Tahiti, le 5 mai 2021 – Les premiers résultats d’un projet de recherche mené par le laboratoire Gepasud de l’UPF à l’hôtel The Brando à Tetiaroa font état d’un “écart monstrueux” entre les performances énergétiques d’un Swac et les systèmes de refroidissement conventionnels.

Le nombre de climatiseurs dans le monde devrait passer de 1,6 à 5,6 milliards d'unités en 2050 selon l'Agence internationale de l'énergie (AIE). Une demande en refroidissement multipliée par trois qui illustre “l'un des angles morts les plus critiques du débat actuel sur l'énergie” a même mis en garde le directeur exécutif de l'agence, Fatih Birol.

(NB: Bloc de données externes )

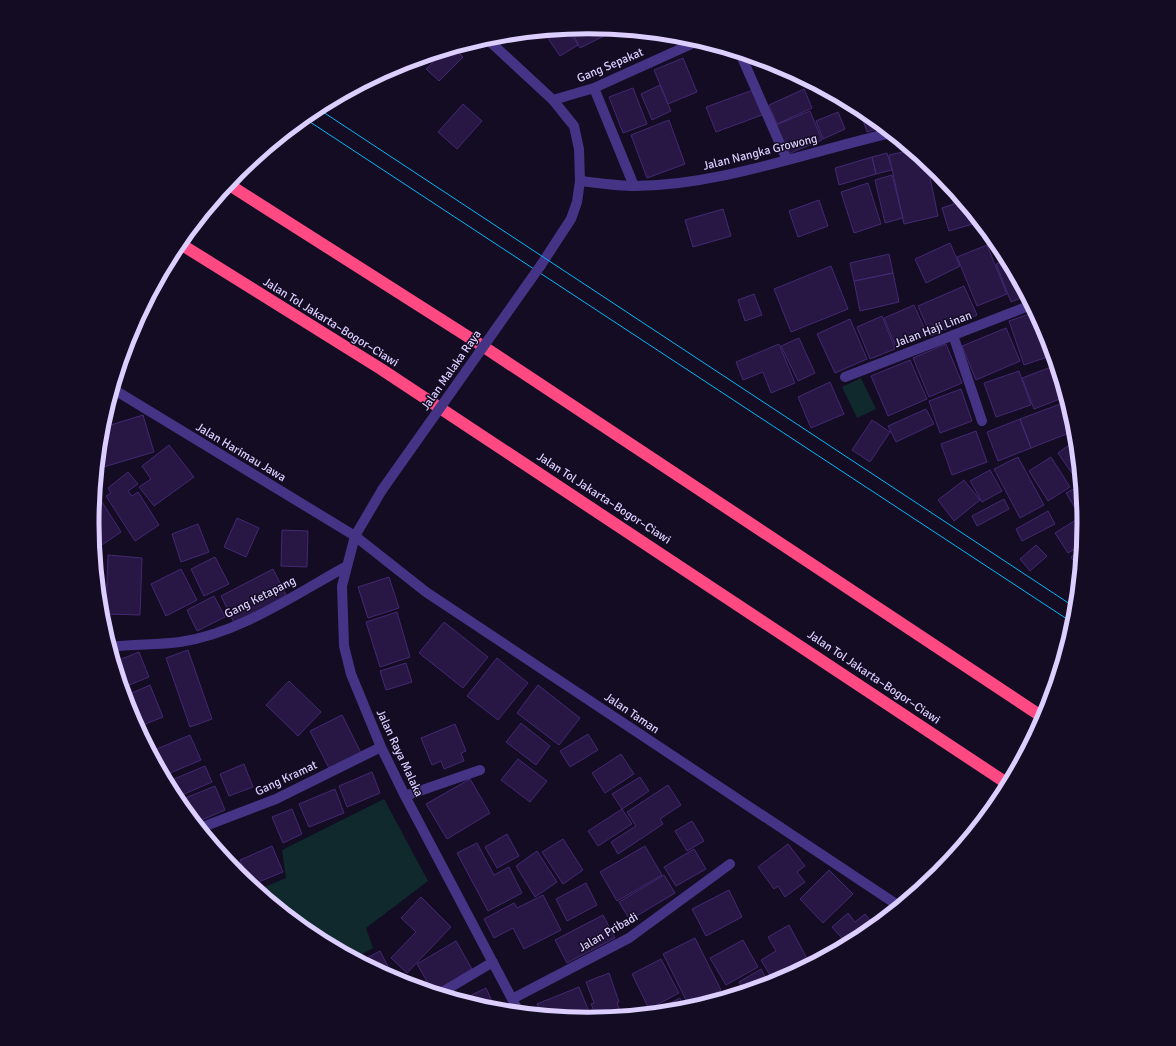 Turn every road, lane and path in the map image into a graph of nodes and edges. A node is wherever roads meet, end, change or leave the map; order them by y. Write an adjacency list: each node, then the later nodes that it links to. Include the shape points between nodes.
1 (492, 43): 5 (street, Jalan Malaka Raya)
2 (690, 45): 4 (street, Gang Sepakat)
3 (743, 59): 7 (street)
4 (594, 88): 5 (street, Gang Sepakat); 9 (street)
5 (554, 100): 8 (street, Jalan Malaka Raya, via 574,126 579,149)
6 (885, 134): 7 (street, Jalan Nangka Growong)
7 (787, 160): 9 (street, Jalan Nangka Growong, via 701,180)
8 (580, 181): 9 (street, Jalan Nangka Growong); 17 (street, Jalan Malaka Raya, bridge, via 571,219)
9 (634, 186)
10 (233, 187): 21 (highway, via 494,354)
11 (184, 246): 24 (highway, Jalan Tol Jakarta–Bogor–Ciawi, via 381,369)
12 (1027, 307): 13 (street, Jalan Haji Linan)
13 (953, 335): 14 (street, Jalan Haji Linan); 16 (street)
14 (845, 377)
15 (117, 392): 18 (street, Jalan Harimau Jawa)
16 (982, 421)
17 (382, 490): 18 (street, Jalan Raya Malaka)
18 (355, 536): 19 (street, Jalan Raya Malaka); 28 (street, Jalan Taman, via 426,592)
19 (346, 566): 20 (street, Gang Ketapang, via 251,618 211,634 181,642); 22 (street, Jalan Raya Malaka, via 342,586 344,646 351,674)
20 (115, 647)
21 (1038, 714)
22 (381, 747): 25 (street, Jalan Raya Malaka); 26 (street, Gang Kramat, via 276,799)
23 (480, 770): 25 (street)
24 (1003, 781)
25 (405, 796): 29 (street, Jalan Raya Malaka)
26 (204, 826)
27 (730, 864): 31 (street, Jalan Pribadi, via 628,938)
28 (895, 903)
29 (494, 962): 30 (street); 31 (street, Jalan Raya Malaka)
30 (445, 990)
31 (512, 999): 32 (street, Jalan Raya Malaka)
32 (516, 1007)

Vu du fenua, l’évolution est suffisamment “inquiétante“ pour justifier le projet Copswac porté par le laboratoire de Géosciences du Pacifique Sud (Gepasud) de l’UPF sur le Swac de l’hôtel The Brando, à Tetiaroa. En collaboration avec le complexe haut de gamme, le dispositif entend apporter une “preuve de concept”, soit “démontrer les performances énergétiques de cette technologie face à celles des modèles dits conventionnels”.

D’autant que “les études de l’AIE n’intègrent pas cette solution comme quelque chose d’exploitable, déplore Franck Lucas, enseignant chercheur en génie des procédés à Gepasud. On mise toujours sur des solutions très conventionnelles”. C’est qu’aucune étude scientifique à ce jour ne donne les performances du Swac sur la base de mesures expérimentales.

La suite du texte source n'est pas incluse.